Records to process: Begin

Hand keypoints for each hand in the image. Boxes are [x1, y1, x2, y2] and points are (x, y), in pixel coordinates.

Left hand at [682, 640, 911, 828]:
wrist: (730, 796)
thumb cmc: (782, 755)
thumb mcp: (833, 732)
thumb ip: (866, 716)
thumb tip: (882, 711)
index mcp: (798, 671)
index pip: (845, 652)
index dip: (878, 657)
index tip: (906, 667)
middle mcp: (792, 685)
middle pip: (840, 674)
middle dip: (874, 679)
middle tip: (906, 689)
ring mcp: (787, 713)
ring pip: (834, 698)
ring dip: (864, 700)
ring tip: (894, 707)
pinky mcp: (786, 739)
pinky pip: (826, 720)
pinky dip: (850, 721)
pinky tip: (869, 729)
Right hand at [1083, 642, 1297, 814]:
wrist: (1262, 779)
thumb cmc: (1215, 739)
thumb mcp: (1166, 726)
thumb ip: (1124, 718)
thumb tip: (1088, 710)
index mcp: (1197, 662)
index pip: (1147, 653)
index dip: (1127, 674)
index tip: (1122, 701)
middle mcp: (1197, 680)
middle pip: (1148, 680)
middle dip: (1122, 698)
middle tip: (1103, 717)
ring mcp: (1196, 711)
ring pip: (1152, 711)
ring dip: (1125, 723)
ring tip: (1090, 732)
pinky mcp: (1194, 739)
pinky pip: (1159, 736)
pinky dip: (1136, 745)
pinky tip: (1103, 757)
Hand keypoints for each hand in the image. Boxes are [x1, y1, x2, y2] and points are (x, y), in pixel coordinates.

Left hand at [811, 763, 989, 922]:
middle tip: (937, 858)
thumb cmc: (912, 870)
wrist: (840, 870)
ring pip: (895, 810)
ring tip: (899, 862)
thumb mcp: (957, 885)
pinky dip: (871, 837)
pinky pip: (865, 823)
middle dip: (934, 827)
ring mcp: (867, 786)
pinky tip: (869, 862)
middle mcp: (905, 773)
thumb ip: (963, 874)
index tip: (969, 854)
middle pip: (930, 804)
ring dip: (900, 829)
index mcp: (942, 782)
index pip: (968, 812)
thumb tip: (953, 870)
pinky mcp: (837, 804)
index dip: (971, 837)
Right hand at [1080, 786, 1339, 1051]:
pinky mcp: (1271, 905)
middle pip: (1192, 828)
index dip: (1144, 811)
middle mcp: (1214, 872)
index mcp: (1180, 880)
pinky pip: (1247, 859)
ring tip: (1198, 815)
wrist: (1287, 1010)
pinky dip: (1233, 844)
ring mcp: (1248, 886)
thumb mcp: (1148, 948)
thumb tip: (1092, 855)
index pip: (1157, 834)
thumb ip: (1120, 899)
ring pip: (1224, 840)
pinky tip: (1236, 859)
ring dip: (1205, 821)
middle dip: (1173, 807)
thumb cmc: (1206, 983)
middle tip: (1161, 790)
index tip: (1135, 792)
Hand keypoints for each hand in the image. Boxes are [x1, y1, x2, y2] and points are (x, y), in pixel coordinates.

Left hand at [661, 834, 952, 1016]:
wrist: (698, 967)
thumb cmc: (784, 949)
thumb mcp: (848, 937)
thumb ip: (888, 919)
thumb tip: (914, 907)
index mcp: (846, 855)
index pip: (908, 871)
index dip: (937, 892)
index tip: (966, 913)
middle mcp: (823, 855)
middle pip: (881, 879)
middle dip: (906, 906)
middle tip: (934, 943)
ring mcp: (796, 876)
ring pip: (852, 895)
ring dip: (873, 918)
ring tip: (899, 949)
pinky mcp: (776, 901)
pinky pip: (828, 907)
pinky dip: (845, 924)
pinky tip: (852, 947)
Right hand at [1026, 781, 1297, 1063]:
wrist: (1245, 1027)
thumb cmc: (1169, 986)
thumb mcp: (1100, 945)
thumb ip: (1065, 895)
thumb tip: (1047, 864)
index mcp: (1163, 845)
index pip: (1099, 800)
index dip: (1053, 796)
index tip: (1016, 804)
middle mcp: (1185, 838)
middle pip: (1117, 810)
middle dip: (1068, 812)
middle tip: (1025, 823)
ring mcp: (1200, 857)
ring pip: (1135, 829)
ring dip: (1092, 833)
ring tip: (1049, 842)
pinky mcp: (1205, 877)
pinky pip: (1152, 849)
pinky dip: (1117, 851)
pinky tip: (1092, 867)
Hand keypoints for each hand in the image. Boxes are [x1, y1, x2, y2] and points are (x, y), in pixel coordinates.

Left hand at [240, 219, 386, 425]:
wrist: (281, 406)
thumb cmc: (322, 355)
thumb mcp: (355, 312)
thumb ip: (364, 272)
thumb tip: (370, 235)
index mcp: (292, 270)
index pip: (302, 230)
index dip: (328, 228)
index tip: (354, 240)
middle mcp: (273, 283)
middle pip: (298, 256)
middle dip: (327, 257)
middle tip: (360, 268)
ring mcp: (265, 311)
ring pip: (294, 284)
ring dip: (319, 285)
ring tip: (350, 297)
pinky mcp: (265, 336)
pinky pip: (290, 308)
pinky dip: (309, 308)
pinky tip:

Records to process: End

One line above contains "ring tip: (1049, 842)". Output that line and each one after it, word for word, and nothing else.

* Output for this exercise
ring tip: (1049, 842)
pinky mcp: (1205, 877)
pinky pip: (1152, 849)
pinky dip: (1117, 851)
pinky tip: (1092, 867)
Hand keypoints for each hand in the image. Boxes are [x1, y1, x2, y2] and points are (x, y), in pixel coordinates.

Left hand at [240, 219, 386, 425]:
wrist: (281, 406)
thumb cmc: (322, 355)
thumb mcp: (355, 312)
thumb ip: (364, 272)
thumb tip: (370, 235)
index mcp: (292, 270)
index pip: (302, 230)
index dip: (328, 228)
index tip: (354, 240)
middle mcp: (273, 283)
middle pip: (298, 256)
middle dip: (327, 257)
middle tip: (360, 268)
ring mcp: (265, 311)
ring pip: (294, 284)
ring dip: (319, 285)
ring tip: (350, 297)
pinky mcp: (265, 336)
pinky pip: (290, 308)
pinky dip: (309, 308)
pinky tip:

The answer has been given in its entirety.